Records excerpted from a collection:
━━━━━━━━━━
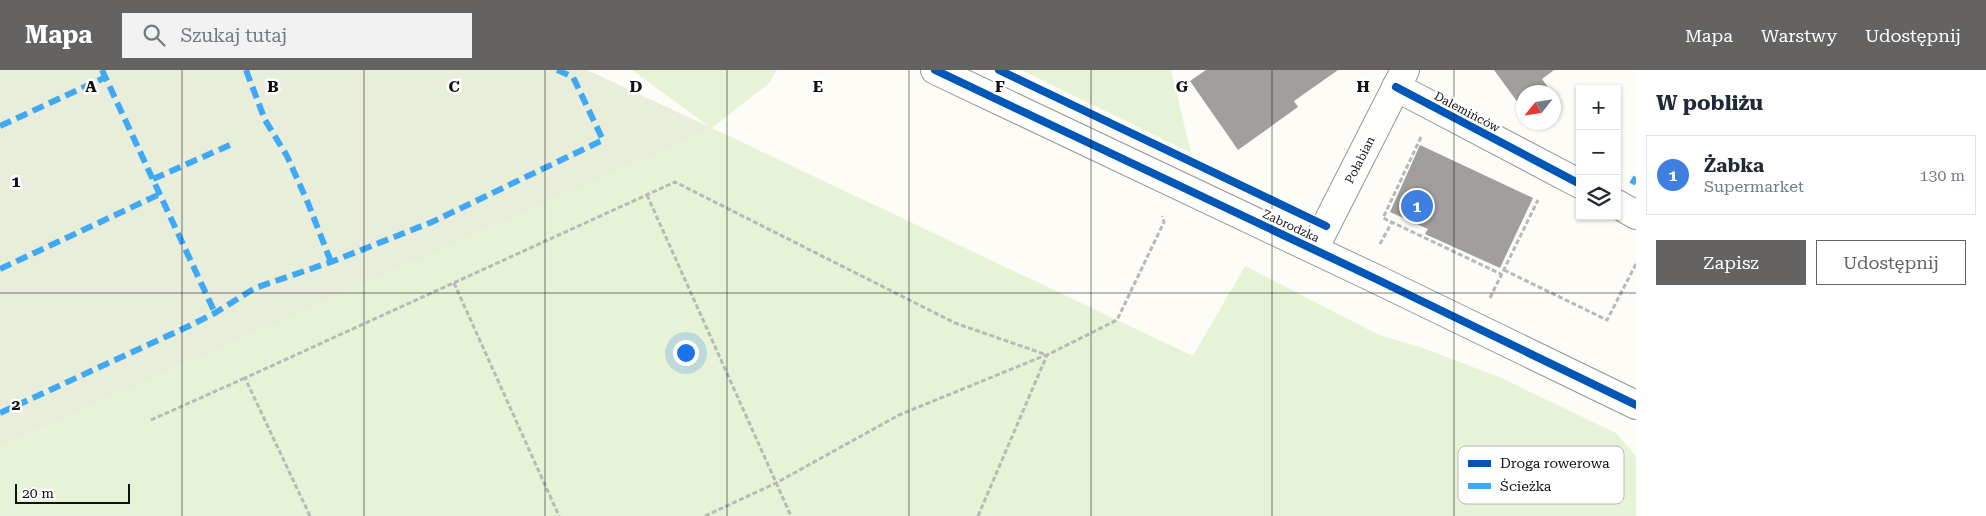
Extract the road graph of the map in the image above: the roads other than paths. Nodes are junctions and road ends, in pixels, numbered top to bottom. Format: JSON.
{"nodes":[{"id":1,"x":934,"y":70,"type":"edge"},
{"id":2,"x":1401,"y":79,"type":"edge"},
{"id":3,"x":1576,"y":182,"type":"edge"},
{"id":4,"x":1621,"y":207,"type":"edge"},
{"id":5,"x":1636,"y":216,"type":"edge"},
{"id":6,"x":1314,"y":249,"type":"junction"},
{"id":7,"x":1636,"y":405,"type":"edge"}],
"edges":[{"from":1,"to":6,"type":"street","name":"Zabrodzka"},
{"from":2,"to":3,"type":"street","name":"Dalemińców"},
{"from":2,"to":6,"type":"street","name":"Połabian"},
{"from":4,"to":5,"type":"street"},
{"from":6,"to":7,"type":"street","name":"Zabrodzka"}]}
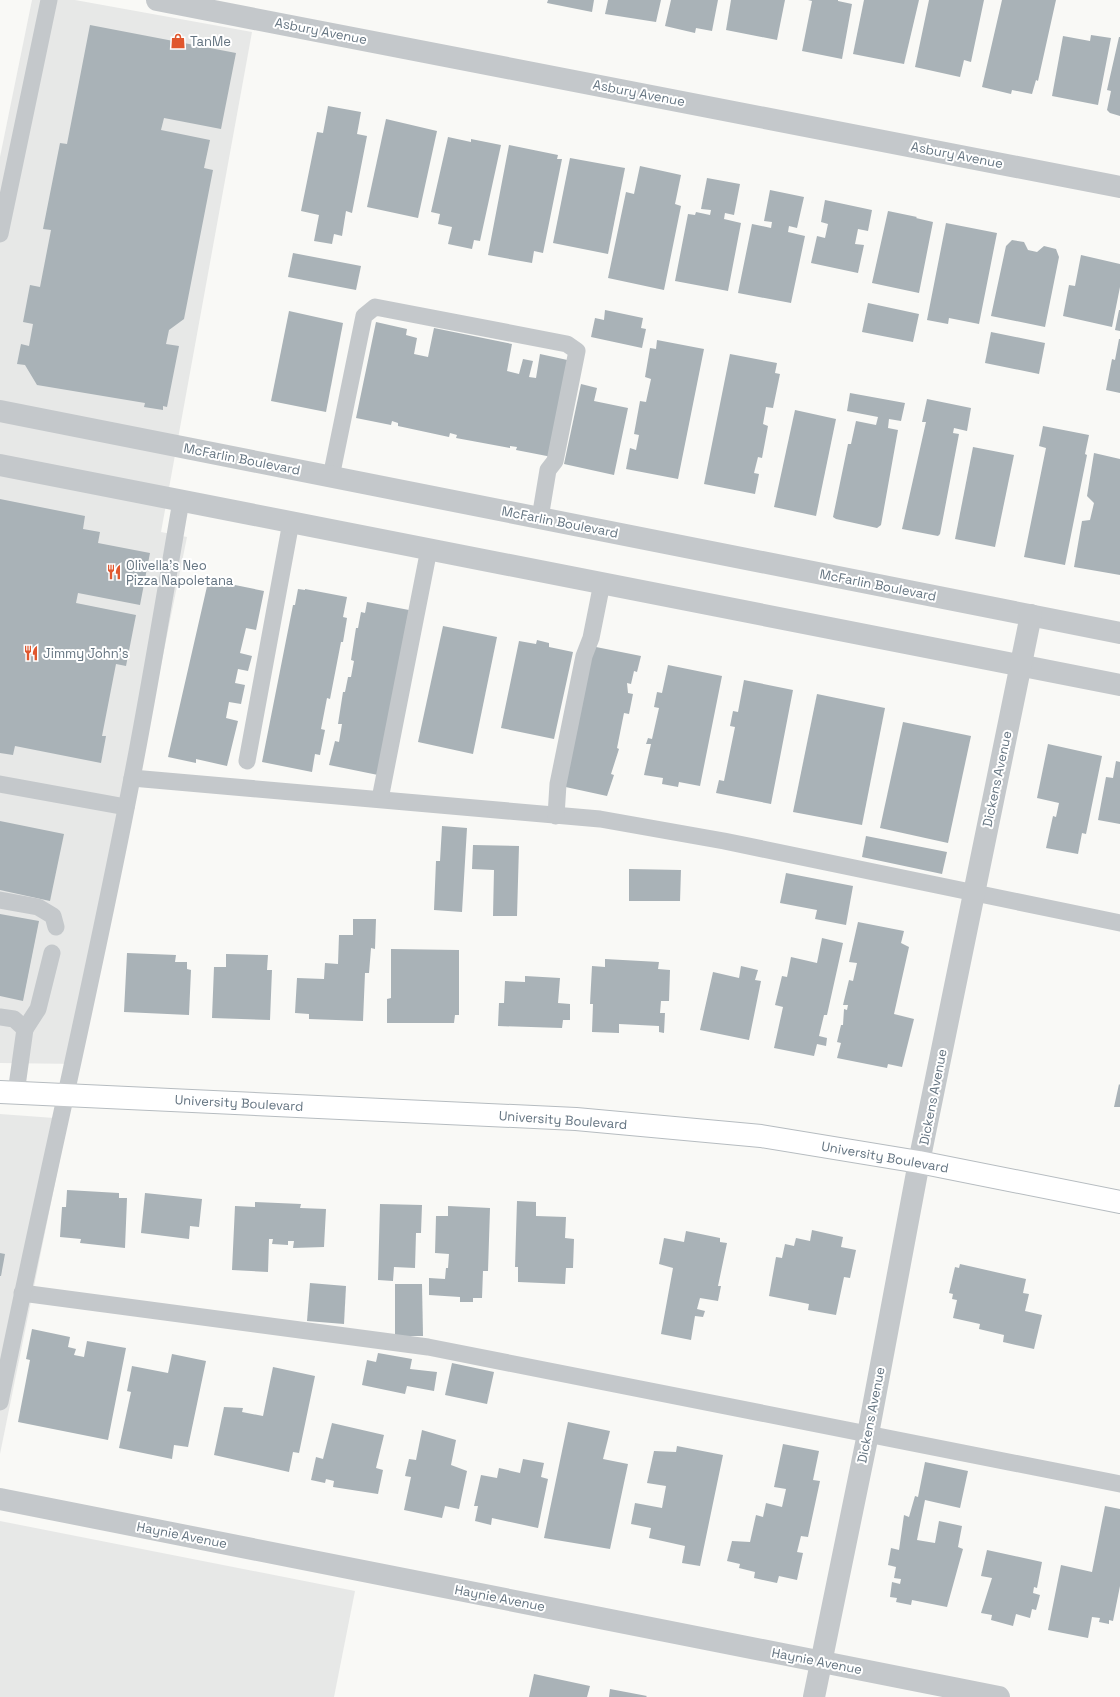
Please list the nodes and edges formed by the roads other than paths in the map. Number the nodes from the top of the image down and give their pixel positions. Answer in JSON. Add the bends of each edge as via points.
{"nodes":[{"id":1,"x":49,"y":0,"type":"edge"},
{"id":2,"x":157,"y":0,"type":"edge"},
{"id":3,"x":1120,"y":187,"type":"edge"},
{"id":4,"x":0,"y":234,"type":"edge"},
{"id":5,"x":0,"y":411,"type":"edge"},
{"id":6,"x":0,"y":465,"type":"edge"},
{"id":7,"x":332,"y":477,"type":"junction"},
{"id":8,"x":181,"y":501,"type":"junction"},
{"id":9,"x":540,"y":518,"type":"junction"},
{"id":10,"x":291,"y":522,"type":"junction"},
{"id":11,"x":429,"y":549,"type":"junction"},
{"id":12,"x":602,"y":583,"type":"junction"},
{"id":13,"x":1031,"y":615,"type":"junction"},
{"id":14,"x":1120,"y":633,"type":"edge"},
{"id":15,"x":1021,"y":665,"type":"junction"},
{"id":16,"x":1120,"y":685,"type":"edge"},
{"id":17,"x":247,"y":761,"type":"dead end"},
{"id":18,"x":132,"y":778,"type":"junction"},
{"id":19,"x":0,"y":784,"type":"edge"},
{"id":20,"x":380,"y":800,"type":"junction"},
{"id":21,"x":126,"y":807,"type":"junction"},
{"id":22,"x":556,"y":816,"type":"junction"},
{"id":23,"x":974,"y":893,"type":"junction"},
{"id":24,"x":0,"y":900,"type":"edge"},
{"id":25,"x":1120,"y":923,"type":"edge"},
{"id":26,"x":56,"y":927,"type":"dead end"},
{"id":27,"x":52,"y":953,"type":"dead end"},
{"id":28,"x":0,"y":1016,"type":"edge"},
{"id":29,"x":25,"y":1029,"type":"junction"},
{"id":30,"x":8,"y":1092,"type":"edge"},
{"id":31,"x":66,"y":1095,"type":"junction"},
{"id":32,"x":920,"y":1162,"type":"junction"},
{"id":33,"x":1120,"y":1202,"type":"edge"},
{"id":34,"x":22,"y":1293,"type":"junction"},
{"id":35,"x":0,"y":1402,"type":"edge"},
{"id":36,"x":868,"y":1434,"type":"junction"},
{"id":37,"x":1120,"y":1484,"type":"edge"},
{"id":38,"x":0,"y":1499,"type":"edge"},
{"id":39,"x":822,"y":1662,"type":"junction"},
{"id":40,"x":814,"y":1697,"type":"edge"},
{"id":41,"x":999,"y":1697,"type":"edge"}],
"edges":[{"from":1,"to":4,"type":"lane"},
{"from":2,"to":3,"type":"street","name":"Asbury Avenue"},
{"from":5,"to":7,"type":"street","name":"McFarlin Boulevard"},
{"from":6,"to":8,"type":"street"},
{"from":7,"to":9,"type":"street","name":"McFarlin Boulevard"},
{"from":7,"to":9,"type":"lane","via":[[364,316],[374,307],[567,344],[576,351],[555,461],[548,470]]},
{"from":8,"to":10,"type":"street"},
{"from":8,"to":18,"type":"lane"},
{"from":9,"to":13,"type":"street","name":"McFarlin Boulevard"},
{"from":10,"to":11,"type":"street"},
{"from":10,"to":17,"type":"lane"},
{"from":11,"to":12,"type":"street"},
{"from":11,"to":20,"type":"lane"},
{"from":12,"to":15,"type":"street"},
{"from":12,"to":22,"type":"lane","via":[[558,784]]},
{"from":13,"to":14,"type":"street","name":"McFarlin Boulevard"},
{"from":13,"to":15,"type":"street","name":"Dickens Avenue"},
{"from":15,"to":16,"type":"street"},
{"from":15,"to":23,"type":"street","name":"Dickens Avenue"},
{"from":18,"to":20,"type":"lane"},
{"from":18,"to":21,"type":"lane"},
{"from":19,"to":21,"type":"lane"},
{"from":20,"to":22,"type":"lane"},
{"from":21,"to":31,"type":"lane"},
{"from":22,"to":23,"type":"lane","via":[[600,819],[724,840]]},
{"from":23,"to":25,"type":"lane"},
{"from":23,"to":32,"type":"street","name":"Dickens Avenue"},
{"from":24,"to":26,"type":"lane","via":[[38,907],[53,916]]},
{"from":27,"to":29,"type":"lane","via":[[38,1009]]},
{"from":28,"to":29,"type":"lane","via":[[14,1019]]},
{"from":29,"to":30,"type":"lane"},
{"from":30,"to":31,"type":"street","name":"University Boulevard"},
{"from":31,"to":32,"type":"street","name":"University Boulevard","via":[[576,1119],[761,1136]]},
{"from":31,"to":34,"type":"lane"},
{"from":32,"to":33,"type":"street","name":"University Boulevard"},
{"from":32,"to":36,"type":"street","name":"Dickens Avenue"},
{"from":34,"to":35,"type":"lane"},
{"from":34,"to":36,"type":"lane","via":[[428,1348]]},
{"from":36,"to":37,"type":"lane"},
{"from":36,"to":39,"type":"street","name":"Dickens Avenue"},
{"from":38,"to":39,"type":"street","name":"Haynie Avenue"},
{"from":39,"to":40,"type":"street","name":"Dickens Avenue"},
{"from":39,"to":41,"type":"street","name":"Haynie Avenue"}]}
━━━━━━━━━━
TASK REQUIREMENTS:
Would you write out an exact copy of the entries above, with no images?

RESPONSE AREA:
Extract the road graph of the map in the image above: the roads other than paths. Nodes are junctions and road ends, in pixels, numbered top to bottom. Format: JSON.
{"nodes":[{"id":1,"x":934,"y":70,"type":"edge"},
{"id":2,"x":1401,"y":79,"type":"edge"},
{"id":3,"x":1576,"y":182,"type":"edge"},
{"id":4,"x":1621,"y":207,"type":"edge"},
{"id":5,"x":1636,"y":216,"type":"edge"},
{"id":6,"x":1314,"y":249,"type":"junction"},
{"id":7,"x":1636,"y":405,"type":"edge"}],
"edges":[{"from":1,"to":6,"type":"street","name":"Zabrodzka"},
{"from":2,"to":3,"type":"street","name":"Dalemińców"},
{"from":2,"to":6,"type":"street","name":"Połabian"},
{"from":4,"to":5,"type":"street"},
{"from":6,"to":7,"type":"street","name":"Zabrodzka"}]}
Please list the nodes and edges formed by the roads other than paths in the map. Number the nodes from the top of the image down and give their pixel positions. Answer in JSON. Add the bends of each edge as via points.
{"nodes":[{"id":1,"x":49,"y":0,"type":"edge"},
{"id":2,"x":157,"y":0,"type":"edge"},
{"id":3,"x":1120,"y":187,"type":"edge"},
{"id":4,"x":0,"y":234,"type":"edge"},
{"id":5,"x":0,"y":411,"type":"edge"},
{"id":6,"x":0,"y":465,"type":"edge"},
{"id":7,"x":332,"y":477,"type":"junction"},
{"id":8,"x":181,"y":501,"type":"junction"},
{"id":9,"x":540,"y":518,"type":"junction"},
{"id":10,"x":291,"y":522,"type":"junction"},
{"id":11,"x":429,"y":549,"type":"junction"},
{"id":12,"x":602,"y":583,"type":"junction"},
{"id":13,"x":1031,"y":615,"type":"junction"},
{"id":14,"x":1120,"y":633,"type":"edge"},
{"id":15,"x":1021,"y":665,"type":"junction"},
{"id":16,"x":1120,"y":685,"type":"edge"},
{"id":17,"x":247,"y":761,"type":"dead end"},
{"id":18,"x":132,"y":778,"type":"junction"},
{"id":19,"x":0,"y":784,"type":"edge"},
{"id":20,"x":380,"y":800,"type":"junction"},
{"id":21,"x":126,"y":807,"type":"junction"},
{"id":22,"x":556,"y":816,"type":"junction"},
{"id":23,"x":974,"y":893,"type":"junction"},
{"id":24,"x":0,"y":900,"type":"edge"},
{"id":25,"x":1120,"y":923,"type":"edge"},
{"id":26,"x":56,"y":927,"type":"dead end"},
{"id":27,"x":52,"y":953,"type":"dead end"},
{"id":28,"x":0,"y":1016,"type":"edge"},
{"id":29,"x":25,"y":1029,"type":"junction"},
{"id":30,"x":8,"y":1092,"type":"edge"},
{"id":31,"x":66,"y":1095,"type":"junction"},
{"id":32,"x":920,"y":1162,"type":"junction"},
{"id":33,"x":1120,"y":1202,"type":"edge"},
{"id":34,"x":22,"y":1293,"type":"junction"},
{"id":35,"x":0,"y":1402,"type":"edge"},
{"id":36,"x":868,"y":1434,"type":"junction"},
{"id":37,"x":1120,"y":1484,"type":"edge"},
{"id":38,"x":0,"y":1499,"type":"edge"},
{"id":39,"x":822,"y":1662,"type":"junction"},
{"id":40,"x":814,"y":1697,"type":"edge"},
{"id":41,"x":999,"y":1697,"type":"edge"}],
"edges":[{"from":1,"to":4,"type":"lane"},
{"from":2,"to":3,"type":"street","name":"Asbury Avenue"},
{"from":5,"to":7,"type":"street","name":"McFarlin Boulevard"},
{"from":6,"to":8,"type":"street"},
{"from":7,"to":9,"type":"street","name":"McFarlin Boulevard"},
{"from":7,"to":9,"type":"lane","via":[[364,316],[374,307],[567,344],[576,351],[555,461],[548,470]]},
{"from":8,"to":10,"type":"street"},
{"from":8,"to":18,"type":"lane"},
{"from":9,"to":13,"type":"street","name":"McFarlin Boulevard"},
{"from":10,"to":11,"type":"street"},
{"from":10,"to":17,"type":"lane"},
{"from":11,"to":12,"type":"street"},
{"from":11,"to":20,"type":"lane"},
{"from":12,"to":15,"type":"street"},
{"from":12,"to":22,"type":"lane","via":[[558,784]]},
{"from":13,"to":14,"type":"street","name":"McFarlin Boulevard"},
{"from":13,"to":15,"type":"street","name":"Dickens Avenue"},
{"from":15,"to":16,"type":"street"},
{"from":15,"to":23,"type":"street","name":"Dickens Avenue"},
{"from":18,"to":20,"type":"lane"},
{"from":18,"to":21,"type":"lane"},
{"from":19,"to":21,"type":"lane"},
{"from":20,"to":22,"type":"lane"},
{"from":21,"to":31,"type":"lane"},
{"from":22,"to":23,"type":"lane","via":[[600,819],[724,840]]},
{"from":23,"to":25,"type":"lane"},
{"from":23,"to":32,"type":"street","name":"Dickens Avenue"},
{"from":24,"to":26,"type":"lane","via":[[38,907],[53,916]]},
{"from":27,"to":29,"type":"lane","via":[[38,1009]]},
{"from":28,"to":29,"type":"lane","via":[[14,1019]]},
{"from":29,"to":30,"type":"lane"},
{"from":30,"to":31,"type":"street","name":"University Boulevard"},
{"from":31,"to":32,"type":"street","name":"University Boulevard","via":[[576,1119],[761,1136]]},
{"from":31,"to":34,"type":"lane"},
{"from":32,"to":33,"type":"street","name":"University Boulevard"},
{"from":32,"to":36,"type":"street","name":"Dickens Avenue"},
{"from":34,"to":35,"type":"lane"},
{"from":34,"to":36,"type":"lane","via":[[428,1348]]},
{"from":36,"to":37,"type":"lane"},
{"from":36,"to":39,"type":"street","name":"Dickens Avenue"},
{"from":38,"to":39,"type":"street","name":"Haynie Avenue"},
{"from":39,"to":40,"type":"street","name":"Dickens Avenue"},
{"from":39,"to":41,"type":"street","name":"Haynie Avenue"}]}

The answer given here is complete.